On a side note, the version audible will not sell in the US for some reason, by Pan Macmillan Publishers Ltd, is also excellent. Log out and search for Pandora's Star. The three-minute section of the Tantor production is as good as that production ever gets and the difference between it and Macmillan's production is night and day.
Audible! What the heck are you doing!?! I loved this book before it became unlistenable.
Was a good story
The poor sound quality really made it difficult to listen to at times. Volume would go low and I couldn't make out what was being said. Other times the volume would go really loud and then low. Made a really good book difficult
Don't know...the narration was one of my complaints, however it may not have been specifically the reader.
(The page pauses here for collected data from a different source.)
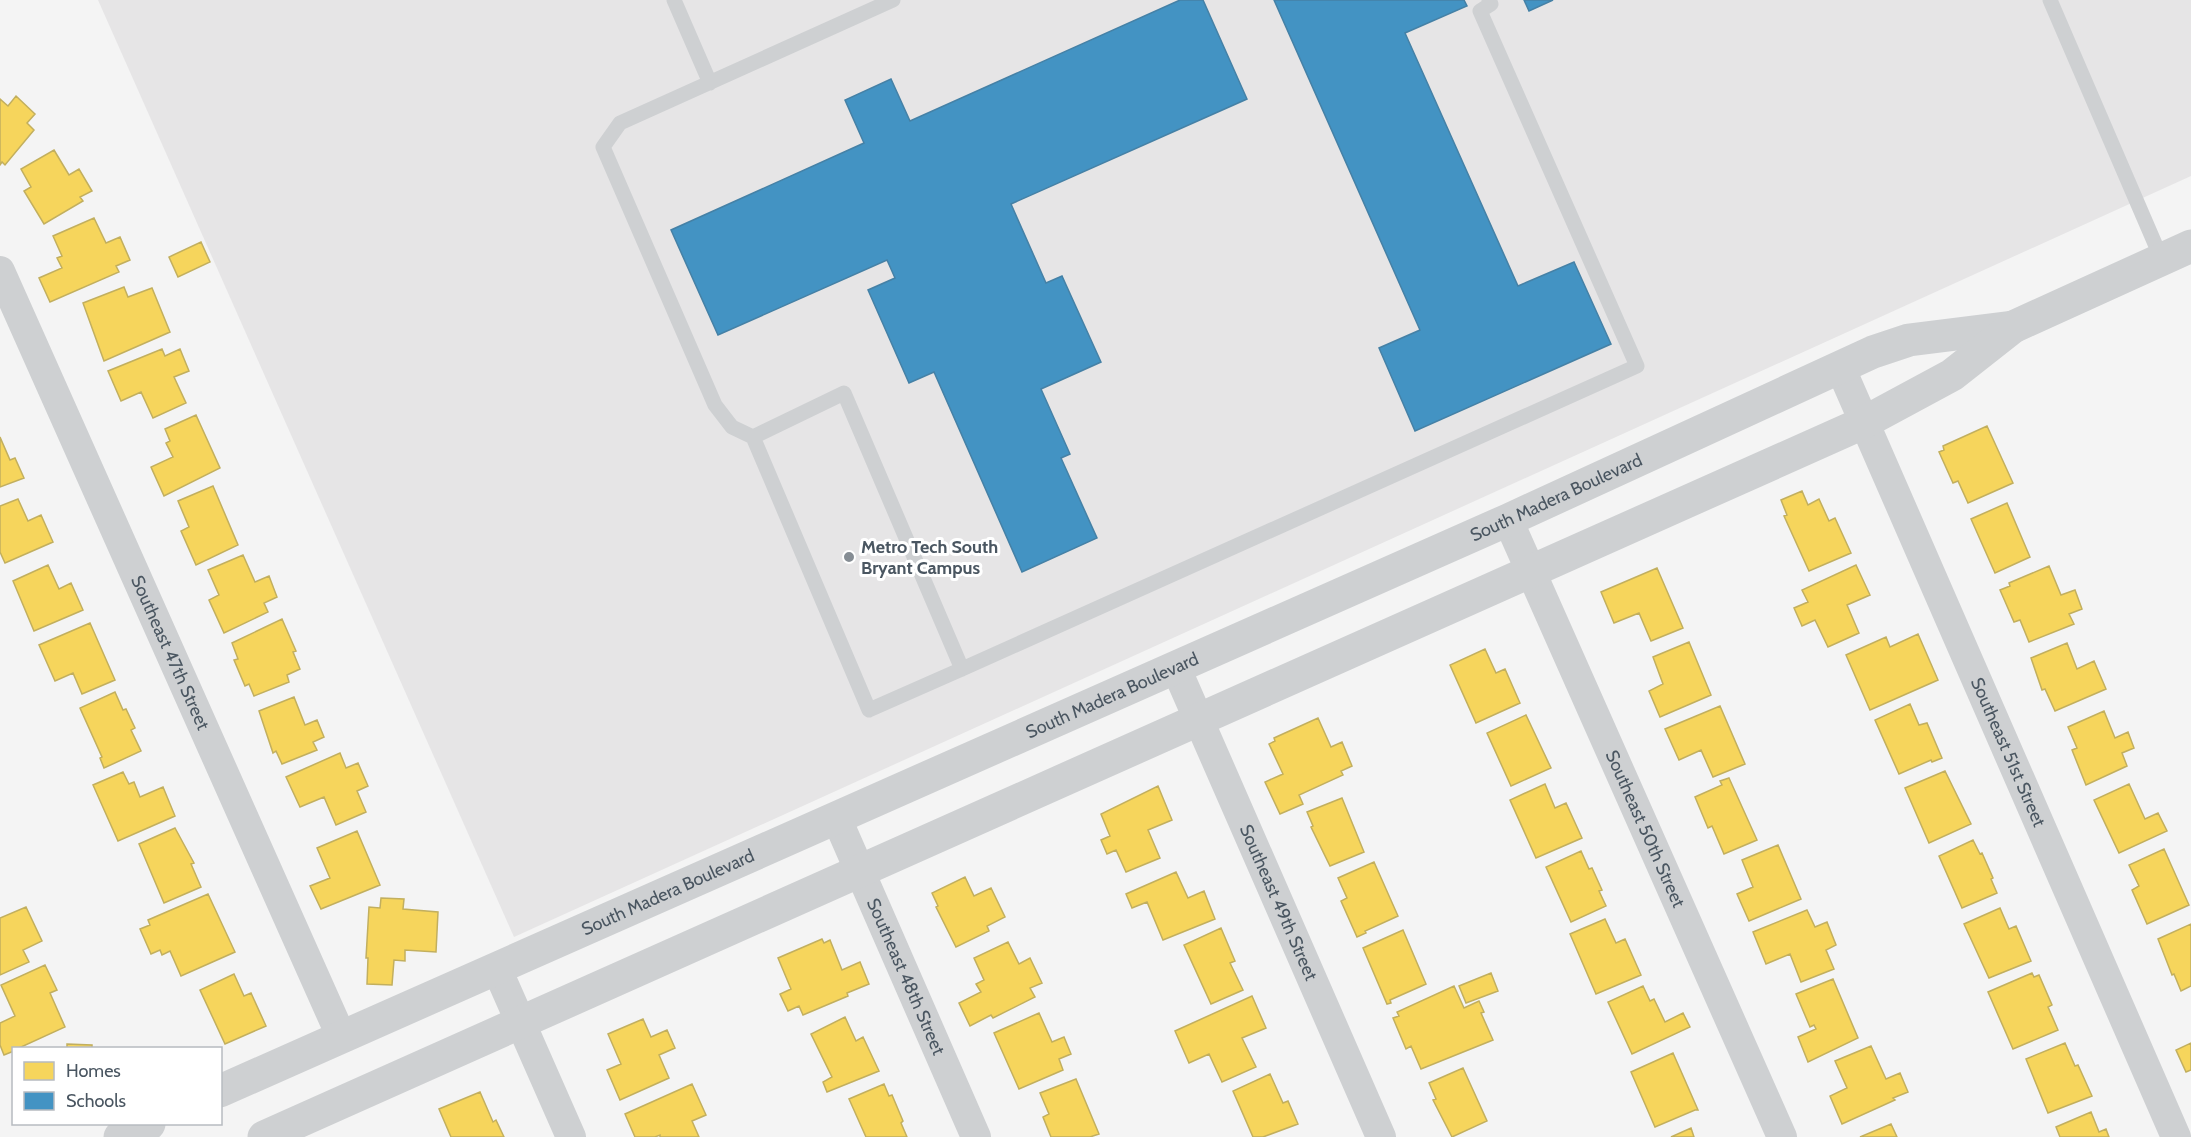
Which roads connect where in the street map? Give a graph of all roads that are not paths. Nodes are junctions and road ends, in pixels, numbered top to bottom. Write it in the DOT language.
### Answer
graph roads {
  1 [pos="674,0"];
  2 [pos="893,0"];
  3 [pos="1489,0"];
  4 [pos="2050,0"];
  5 [pos="710,82"];
  6 [pos="2191,246"];
  7 [pos="2162,260"];
  8 [pos="0,271"];
  9 [pos="2013,327"];
  10 [pos="1841,369"];
  11 [pos="1863,423"];
  12 [pos="753,437"];
  13 [pos="1508,520"];
  14 [pos="1531,571"];
  15 [pos="1176,668"];
  16 [pos="962,669"];
  17 [pos="1198,719"];
  18 [pos="837,819"];
  19 [pos="859,872"];
  20 [pos="497,969"];
  21 [pos="520,1023"];
  22 [pos="341,1036"];
  23 [pos="222,1090"];
  24 [pos="147,1125"];
  25 [pos="120,1137"];
  26 [pos="264,1137"];
  27 [pos="571,1137"];
  28 [pos="975,1137"];
  29 [pos="1381,1137"];
  30 [pos="1782,1137"];
  31 [pos="2176,1137"];
  1 -- 5 [label="lane"];
  2 -- 5 [label="lane"];
  3 -- 16 [label="lane"];
  4 -- 7 [label="lane"];
  5 -- 12 [label="lane"];
  6 -- 7 [label="street, South Madera Boulevard"];
  7 -- 9 [label="street, South Madera Boulevard"];
  8 -- 22 [label="street, Southeast 47th Street"];
  9 -- 10 [label="street, South Madera Boulevard"];
  9 -- 11 [label="street, South Madera Boulevard"];
  10 -- 11 [label="street, Southeast 51st Street"];
  10 -- 13 [label="street, South Madera Boulevard"];
  11 -- 14 [label="street, South Madera Boulevard"];
  11 -- 31 [label="street, Southeast 51st Street"];
  12 -- 16 [label="lane"];
  12 -- 16 [label="lane"];
  13 -- 14 [label="street, Southeast 50th Street"];
  13 -- 15 [label="street, South Madera Boulevard"];
  14 -- 17 [label="street, South Madera Boulevard"];
  14 -- 30 [label="street, Southeast 50th Street"];
  15 -- 17 [label="street, Southeast 49th Street"];
  15 -- 18 [label="street, South Madera Boulevard"];
  17 -- 19 [label="street, South Madera Boulevard"];
  17 -- 29 [label="street, Southeast 49th Street"];
  18 -- 19 [label="street, Southeast 48th Street"];
  18 -- 20 [label="street, South Madera Boulevard"];
  19 -- 21 [label="street, South Madera Boulevard"];
  19 -- 28 [label="street, Southeast 48th Street"];
  20 -- 21 [label="street"];
  20 -- 22 [label="street, South Madera Boulevard"];
  21 -- 26 [label="street, South Madera Boulevard"];
  21 -- 27 [label="street"];
  22 -- 23 [label="street, South Madera Boulevard"];
  24 -- 25 [label="street"];
}
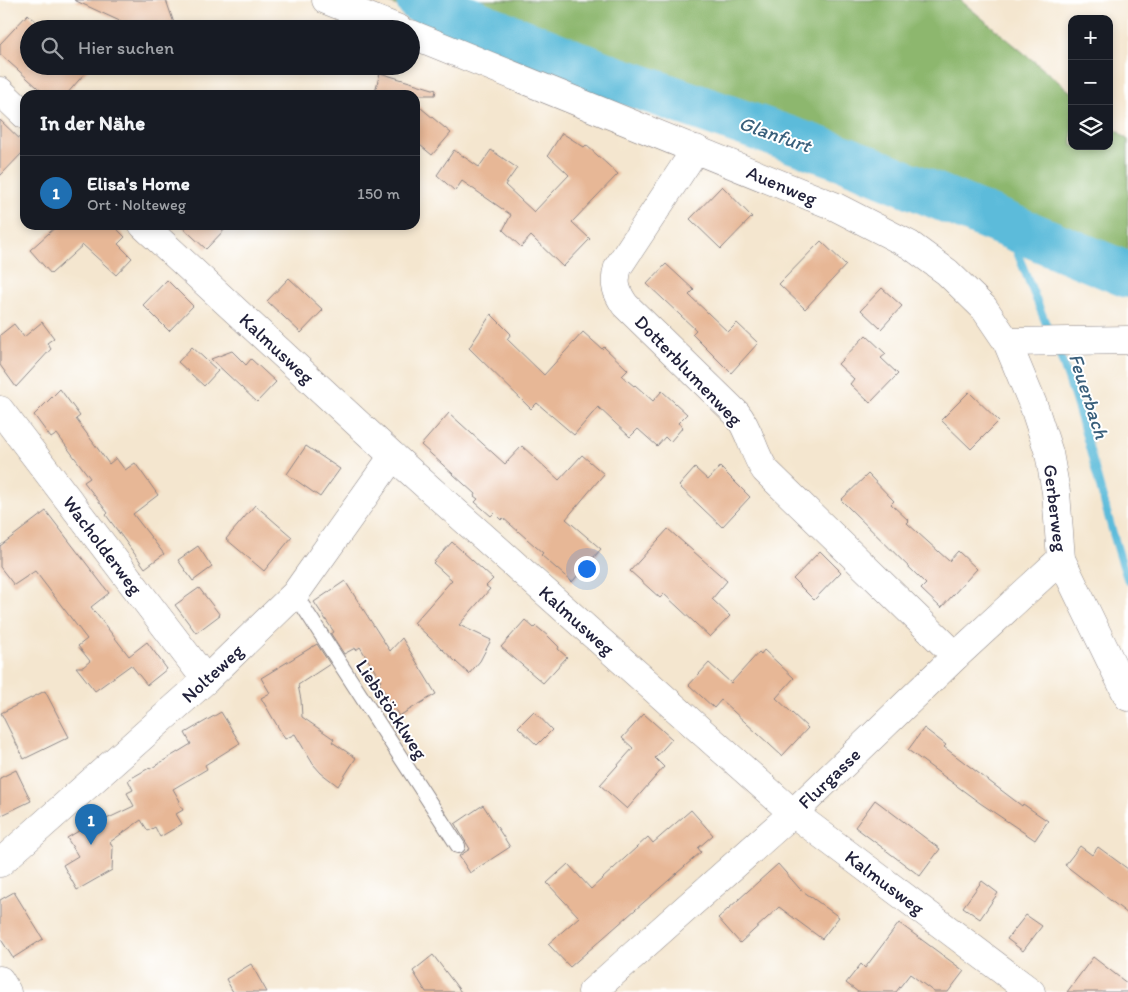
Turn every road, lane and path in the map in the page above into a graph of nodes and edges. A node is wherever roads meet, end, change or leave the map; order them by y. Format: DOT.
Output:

I like his voice, just not the cadence.
Not really...because I fell like I didn't get out of it the time I invested.
Not my first audiobook. I think this story was a great concept...that's one reason why I got it. One problem I had was it was so stagnate in places that my mind would wander, then I'd end up in a place in the story and not know how I got there. It wasn't the length as much as the pace. I generally like long stories; another reason why I purchased it. The other issue I had was the narration made it difficult to follow. It was the variation in volume and projection of the voice. He's easy to understand and has a nice voice, but even with headphones on, there were too many times I'd adjust to hear him speaking, then the intensity would go up and my ears would get blasted, or he'd speak so low I'd have to go back because I missed what was read. It was a struggle to get through it...I also downloaded the next book (Judas Unchained), and I may give it a try, but I'm a little disappointed as this author was recommended by several people including a few public figures that I admire. Maybe it's a better "read" than a "listen".
I really liked the story but I had to quit listening. Maybe I will go buy the Kindle book and read it.
The narrator was just awful! It was not really his skills, it was his way of reading wherein he tapers his volume after almost every sentence or paragraph. I found myself constantly straining to understand the last few words to the point where it actually gave me a headache and I just had to stop.
I will not be listening to any more books narrated by John Lee.
The reader begins his sentences loudly , then fades and speeds up half way through. It gets maddening after a few chapters.
I can't believe how much is going on in this book. Besides humans, there are at least 4 other types of developed sentient species and all are very different. There is genocide. There are hundreds of developed planets, and they are quite different. Earth still exists and it appears to be less crowded and under strict environmental regulation. There is genetic manipulation. There is resurrection and reliving. There are individuals with 1000 years of memories, as well as "first-lifers." There is murder. There are terrorists/resistence fighters. And you really have to pay attention, as there are a lot of characters and, at first, seemingly unrelated characters and events. But, you quickly learn that no one appears and nothing happens that is not going to be important later!
The technology is quite impressive and used for transportation, education, reproduction, and just about anything you can think of. I was quite envious of the e-butler - the PDA of the future!
I did not realize this was a series so was quite shocked at the ending and ready to give the book a 3 for leaving me hanging. But having discovered there is more to come, I am relenting and going back to the 5 stars it had just before the last sentence and buying the the next installment! For a more detailed review, see my review on Goodreads.
Great details, compelling story, lots of interesting characters. Ridiculously long, but entirely worth the listen. Can't wait till the second book in the series.